Task objective: All of the data is to be copied word for word.

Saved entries
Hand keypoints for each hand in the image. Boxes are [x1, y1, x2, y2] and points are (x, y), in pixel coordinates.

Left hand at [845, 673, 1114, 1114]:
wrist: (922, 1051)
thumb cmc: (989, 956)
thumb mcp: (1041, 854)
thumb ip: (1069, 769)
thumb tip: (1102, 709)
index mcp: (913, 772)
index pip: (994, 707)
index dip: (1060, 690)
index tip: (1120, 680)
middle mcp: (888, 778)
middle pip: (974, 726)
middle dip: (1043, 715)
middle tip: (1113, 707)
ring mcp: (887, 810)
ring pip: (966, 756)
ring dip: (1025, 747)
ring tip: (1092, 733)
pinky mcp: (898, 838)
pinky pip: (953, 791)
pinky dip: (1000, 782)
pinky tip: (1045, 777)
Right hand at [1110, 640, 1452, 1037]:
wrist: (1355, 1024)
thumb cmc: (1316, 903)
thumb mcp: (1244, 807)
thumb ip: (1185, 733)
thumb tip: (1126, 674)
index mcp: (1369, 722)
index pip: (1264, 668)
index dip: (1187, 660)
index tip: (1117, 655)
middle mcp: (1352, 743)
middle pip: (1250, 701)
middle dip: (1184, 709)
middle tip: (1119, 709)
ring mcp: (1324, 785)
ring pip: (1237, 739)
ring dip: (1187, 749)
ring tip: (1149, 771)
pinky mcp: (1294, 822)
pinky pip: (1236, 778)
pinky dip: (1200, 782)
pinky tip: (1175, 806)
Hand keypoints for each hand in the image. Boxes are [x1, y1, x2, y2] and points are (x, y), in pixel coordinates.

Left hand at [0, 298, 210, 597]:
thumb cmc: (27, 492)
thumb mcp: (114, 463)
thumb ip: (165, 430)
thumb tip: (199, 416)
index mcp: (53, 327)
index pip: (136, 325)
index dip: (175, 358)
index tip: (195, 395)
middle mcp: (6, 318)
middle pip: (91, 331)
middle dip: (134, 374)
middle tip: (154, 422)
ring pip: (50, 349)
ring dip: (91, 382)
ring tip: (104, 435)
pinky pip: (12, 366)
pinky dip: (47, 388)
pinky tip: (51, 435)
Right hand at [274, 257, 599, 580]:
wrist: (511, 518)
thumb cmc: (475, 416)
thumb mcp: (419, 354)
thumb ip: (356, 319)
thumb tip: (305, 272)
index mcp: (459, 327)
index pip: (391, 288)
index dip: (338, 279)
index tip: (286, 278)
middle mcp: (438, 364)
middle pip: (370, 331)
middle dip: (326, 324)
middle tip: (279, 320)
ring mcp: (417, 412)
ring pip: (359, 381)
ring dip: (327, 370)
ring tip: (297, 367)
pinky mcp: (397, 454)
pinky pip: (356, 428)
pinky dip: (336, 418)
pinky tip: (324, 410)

Task output:
Hand keypoints for each hand in the image. Boxes are [x1, y1, x2, y2] and points are (x, y), in pixel coordinates.

Left hand at [845, 673, 1114, 1114]:
wrist: (922, 1051)
thumb cmc: (989, 956)
thumb mcp: (1041, 854)
thumb ip: (1069, 769)
thumb tip: (1102, 709)
index mcp: (913, 772)
index pip: (994, 707)
index dip: (1060, 690)
index tip: (1120, 680)
middle mcp: (888, 778)
middle pip: (974, 726)
middle dip: (1043, 715)
middle tip: (1113, 707)
ring mcp: (887, 810)
ring pip: (966, 756)
ring dip: (1025, 747)
ring tip: (1092, 733)
pinky mcp: (898, 838)
pinky pip: (953, 791)
pinky dip: (1000, 782)
pinky tip: (1045, 777)
Right hand at [1110, 640, 1452, 1037]:
wrist: (1355, 1024)
thumb cmc: (1316, 903)
thumb mcp: (1244, 807)
thumb ip: (1185, 733)
thumb tip: (1126, 674)
index mcp: (1369, 722)
index pip: (1264, 668)
index dip: (1187, 660)
index tip: (1117, 655)
middle mcp: (1352, 743)
middle pip: (1250, 701)
middle dip: (1184, 709)
middle tip: (1119, 709)
ring mcp: (1324, 785)
ring pip: (1237, 739)
ring dip: (1187, 749)
ring tip: (1149, 771)
pinky mcp: (1294, 822)
pinky pip: (1236, 778)
pinky dip: (1200, 782)
pinky tip: (1175, 806)
Hand keypoints for each hand in the image. Boxes are [x1, y1, x2, y2] and points are (x, y), in pixel coordinates.

Left hand at [0, 298, 210, 597]:
thumb cmc: (27, 492)
thumb mcp: (114, 463)
thumb ip: (165, 430)
thumb tip: (199, 416)
index mcp: (53, 327)
index pip: (136, 325)
index dip: (175, 358)
index tip: (195, 395)
middle mcp: (6, 318)
middle pip: (91, 331)
middle dip: (134, 374)
middle tip: (154, 422)
ring pip: (50, 349)
ring dip: (91, 382)
ring tip: (104, 435)
pinky pip: (12, 366)
pinky dip: (47, 388)
pinky tip: (51, 435)
Right hand at [274, 257, 599, 580]:
wrist: (511, 518)
thumb cmc: (475, 416)
thumb mcp: (419, 354)
thumb ip: (356, 319)
thumb tip: (305, 272)
index mcp: (459, 327)
index pip: (391, 288)
index dip: (338, 279)
index tip: (286, 278)
middle mcp: (438, 364)
middle pip: (370, 331)
middle dip: (326, 324)
middle tip: (279, 320)
ring mcp: (417, 412)
ring pip: (359, 381)
ring dip: (327, 370)
ring tip: (297, 367)
pinky mcp: (397, 454)
pinky pip: (356, 428)
pinky dip: (336, 418)
pinky tip: (324, 410)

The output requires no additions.